A faithful copy is required of the lines from the top of the entries through the line that contains "middle dip: (973, 937)", both included, with no pictures.

# Exercise input
##############################
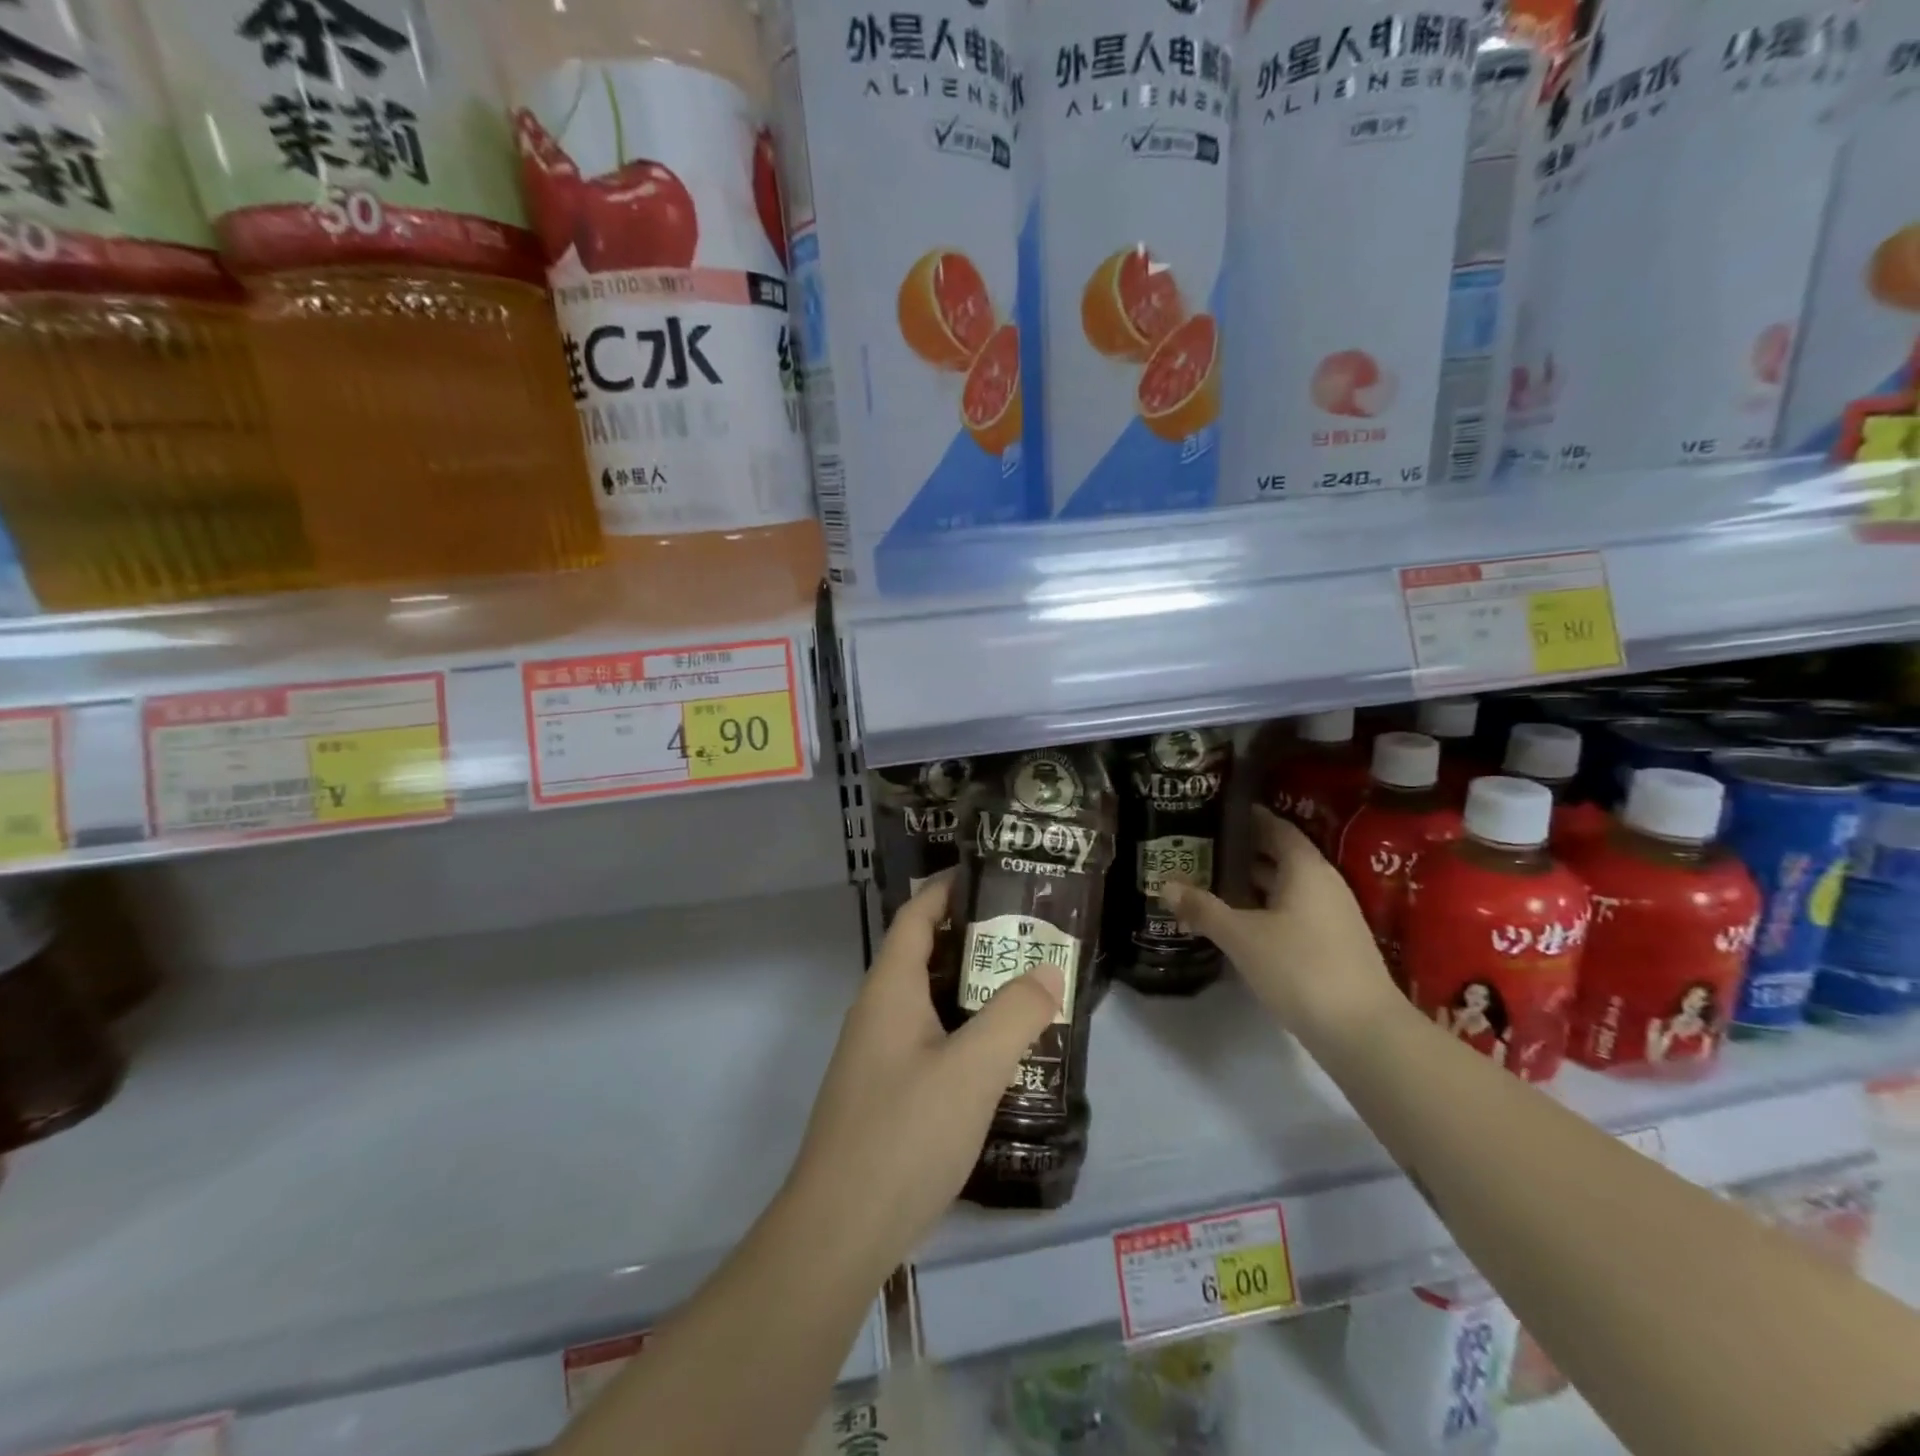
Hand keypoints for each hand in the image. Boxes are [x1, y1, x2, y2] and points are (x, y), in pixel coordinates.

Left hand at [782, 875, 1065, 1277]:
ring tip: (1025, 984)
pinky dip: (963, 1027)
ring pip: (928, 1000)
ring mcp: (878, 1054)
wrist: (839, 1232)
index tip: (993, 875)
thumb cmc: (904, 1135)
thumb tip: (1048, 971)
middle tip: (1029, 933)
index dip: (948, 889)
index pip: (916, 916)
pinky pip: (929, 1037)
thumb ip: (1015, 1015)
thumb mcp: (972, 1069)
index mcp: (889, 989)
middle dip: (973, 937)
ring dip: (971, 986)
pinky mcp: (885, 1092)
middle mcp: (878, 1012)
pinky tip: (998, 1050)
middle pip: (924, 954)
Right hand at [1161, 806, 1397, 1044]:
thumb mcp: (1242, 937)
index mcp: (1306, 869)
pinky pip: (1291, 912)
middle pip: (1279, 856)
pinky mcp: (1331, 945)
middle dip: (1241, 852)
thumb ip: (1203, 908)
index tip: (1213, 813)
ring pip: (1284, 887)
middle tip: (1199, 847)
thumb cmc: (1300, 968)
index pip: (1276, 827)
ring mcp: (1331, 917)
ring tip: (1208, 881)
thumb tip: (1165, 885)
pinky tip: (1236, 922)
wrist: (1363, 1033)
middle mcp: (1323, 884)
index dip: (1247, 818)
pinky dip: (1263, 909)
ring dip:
##############################
# Solution
Hand keypoints for each hand in the image. Boxes are [x1, y1, x2, y2] and points are (x, y), in pixel coordinates.

Left hand at [782, 875, 1065, 1277]:
ring tip: (1025, 984)
pinky dip: (963, 1027)
ring pip: (928, 1000)
ring mcp: (878, 1054)
wrist: (839, 1232)
index tip: (993, 875)
thumb cmc: (904, 1135)
thumb tip: (1048, 971)
middle tip: (1029, 933)
index dip: (948, 889)
index pip: (916, 916)
pinky pip: (929, 1037)
thumb ip: (1015, 1015)
thumb mcp: (972, 1069)
index mcp: (889, 989)
middle dip: (973, 937)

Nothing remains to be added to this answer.